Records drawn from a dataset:
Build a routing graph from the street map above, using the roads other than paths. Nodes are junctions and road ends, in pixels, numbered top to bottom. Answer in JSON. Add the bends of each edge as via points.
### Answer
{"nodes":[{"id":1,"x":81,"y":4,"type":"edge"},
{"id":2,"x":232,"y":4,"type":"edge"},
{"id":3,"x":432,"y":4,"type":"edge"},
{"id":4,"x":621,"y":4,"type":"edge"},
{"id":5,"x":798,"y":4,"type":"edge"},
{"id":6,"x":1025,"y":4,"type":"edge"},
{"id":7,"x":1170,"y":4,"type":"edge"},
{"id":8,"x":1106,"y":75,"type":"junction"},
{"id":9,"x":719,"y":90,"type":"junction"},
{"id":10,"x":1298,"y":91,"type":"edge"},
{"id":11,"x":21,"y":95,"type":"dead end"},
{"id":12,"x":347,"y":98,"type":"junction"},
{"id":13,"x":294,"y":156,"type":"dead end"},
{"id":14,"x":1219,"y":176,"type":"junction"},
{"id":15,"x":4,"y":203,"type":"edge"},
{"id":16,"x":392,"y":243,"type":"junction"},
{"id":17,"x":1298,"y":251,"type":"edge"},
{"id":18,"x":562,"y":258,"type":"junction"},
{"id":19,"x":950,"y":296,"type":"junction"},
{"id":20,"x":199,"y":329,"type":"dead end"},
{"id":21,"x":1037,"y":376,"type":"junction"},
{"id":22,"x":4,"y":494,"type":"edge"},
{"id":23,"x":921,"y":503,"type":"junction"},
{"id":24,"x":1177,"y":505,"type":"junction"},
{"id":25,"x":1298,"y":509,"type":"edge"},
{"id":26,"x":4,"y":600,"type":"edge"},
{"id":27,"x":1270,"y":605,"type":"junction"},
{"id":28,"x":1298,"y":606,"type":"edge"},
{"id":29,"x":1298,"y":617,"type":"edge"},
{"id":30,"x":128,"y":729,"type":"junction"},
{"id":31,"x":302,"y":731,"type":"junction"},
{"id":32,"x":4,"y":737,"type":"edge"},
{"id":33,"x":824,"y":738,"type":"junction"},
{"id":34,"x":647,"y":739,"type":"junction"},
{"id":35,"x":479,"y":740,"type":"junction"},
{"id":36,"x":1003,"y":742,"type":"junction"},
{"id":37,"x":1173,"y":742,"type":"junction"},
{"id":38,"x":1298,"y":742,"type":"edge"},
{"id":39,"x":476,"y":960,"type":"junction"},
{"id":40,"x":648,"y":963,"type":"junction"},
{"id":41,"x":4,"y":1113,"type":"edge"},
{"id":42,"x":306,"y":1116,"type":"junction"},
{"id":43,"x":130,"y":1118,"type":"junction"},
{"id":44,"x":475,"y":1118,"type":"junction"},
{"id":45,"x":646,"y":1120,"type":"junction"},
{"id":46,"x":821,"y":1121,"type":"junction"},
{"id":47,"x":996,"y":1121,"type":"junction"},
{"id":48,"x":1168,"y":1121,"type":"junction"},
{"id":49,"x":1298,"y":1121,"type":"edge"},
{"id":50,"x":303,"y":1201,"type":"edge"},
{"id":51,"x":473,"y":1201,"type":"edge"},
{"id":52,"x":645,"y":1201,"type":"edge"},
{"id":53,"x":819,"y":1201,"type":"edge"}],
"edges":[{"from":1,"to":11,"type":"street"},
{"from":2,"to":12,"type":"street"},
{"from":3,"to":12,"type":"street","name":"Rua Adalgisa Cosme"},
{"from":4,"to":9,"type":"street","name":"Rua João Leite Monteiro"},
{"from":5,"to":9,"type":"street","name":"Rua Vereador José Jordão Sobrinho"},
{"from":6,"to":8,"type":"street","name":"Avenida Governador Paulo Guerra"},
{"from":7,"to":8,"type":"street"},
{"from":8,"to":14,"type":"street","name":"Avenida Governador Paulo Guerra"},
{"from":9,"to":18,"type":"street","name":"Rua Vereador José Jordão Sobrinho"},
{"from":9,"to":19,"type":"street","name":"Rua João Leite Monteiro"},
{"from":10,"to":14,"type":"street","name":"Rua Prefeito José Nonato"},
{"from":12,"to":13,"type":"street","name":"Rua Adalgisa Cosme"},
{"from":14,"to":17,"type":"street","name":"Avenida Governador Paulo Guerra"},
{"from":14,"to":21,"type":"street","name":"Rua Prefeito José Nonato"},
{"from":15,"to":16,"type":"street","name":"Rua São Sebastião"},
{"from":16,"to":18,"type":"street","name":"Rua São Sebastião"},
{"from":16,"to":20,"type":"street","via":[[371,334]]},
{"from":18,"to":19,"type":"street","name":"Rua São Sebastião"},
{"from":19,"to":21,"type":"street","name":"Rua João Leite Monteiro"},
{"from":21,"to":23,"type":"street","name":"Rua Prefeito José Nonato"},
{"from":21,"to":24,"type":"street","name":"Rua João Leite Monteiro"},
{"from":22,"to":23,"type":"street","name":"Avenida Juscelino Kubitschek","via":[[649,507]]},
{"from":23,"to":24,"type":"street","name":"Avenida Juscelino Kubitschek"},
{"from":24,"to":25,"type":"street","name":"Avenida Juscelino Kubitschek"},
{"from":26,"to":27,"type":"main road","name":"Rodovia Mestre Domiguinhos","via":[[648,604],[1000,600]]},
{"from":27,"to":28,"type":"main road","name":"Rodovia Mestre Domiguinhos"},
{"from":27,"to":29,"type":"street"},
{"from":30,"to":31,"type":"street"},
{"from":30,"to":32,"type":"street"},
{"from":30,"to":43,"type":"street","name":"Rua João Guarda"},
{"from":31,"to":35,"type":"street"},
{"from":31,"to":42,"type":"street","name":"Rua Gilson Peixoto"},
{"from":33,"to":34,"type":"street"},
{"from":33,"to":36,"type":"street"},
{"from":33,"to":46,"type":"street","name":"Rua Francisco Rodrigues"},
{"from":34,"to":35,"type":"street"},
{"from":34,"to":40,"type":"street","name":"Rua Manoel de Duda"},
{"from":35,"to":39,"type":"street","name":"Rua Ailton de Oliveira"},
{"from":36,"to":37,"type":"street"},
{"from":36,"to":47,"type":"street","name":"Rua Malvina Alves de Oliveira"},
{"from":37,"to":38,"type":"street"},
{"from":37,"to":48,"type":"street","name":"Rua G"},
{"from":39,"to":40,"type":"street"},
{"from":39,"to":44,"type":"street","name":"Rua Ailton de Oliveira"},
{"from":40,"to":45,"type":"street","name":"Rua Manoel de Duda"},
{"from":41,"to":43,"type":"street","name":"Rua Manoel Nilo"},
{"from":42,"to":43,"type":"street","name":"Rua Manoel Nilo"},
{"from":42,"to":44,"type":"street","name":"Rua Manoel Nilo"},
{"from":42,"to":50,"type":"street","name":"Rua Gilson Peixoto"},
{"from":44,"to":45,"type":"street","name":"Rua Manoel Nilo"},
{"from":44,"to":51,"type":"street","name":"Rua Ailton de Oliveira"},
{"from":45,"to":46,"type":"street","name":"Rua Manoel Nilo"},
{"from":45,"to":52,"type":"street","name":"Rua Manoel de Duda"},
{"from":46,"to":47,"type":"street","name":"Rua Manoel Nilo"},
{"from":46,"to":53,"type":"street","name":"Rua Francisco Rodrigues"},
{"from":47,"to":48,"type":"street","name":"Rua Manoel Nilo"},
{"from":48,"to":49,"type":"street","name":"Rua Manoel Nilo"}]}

WHAT YOU NEED TO DO: Going line by line through the entries above, count each line that has the word "Answer", then state the count alone.

THE COMPLETED TASK: 2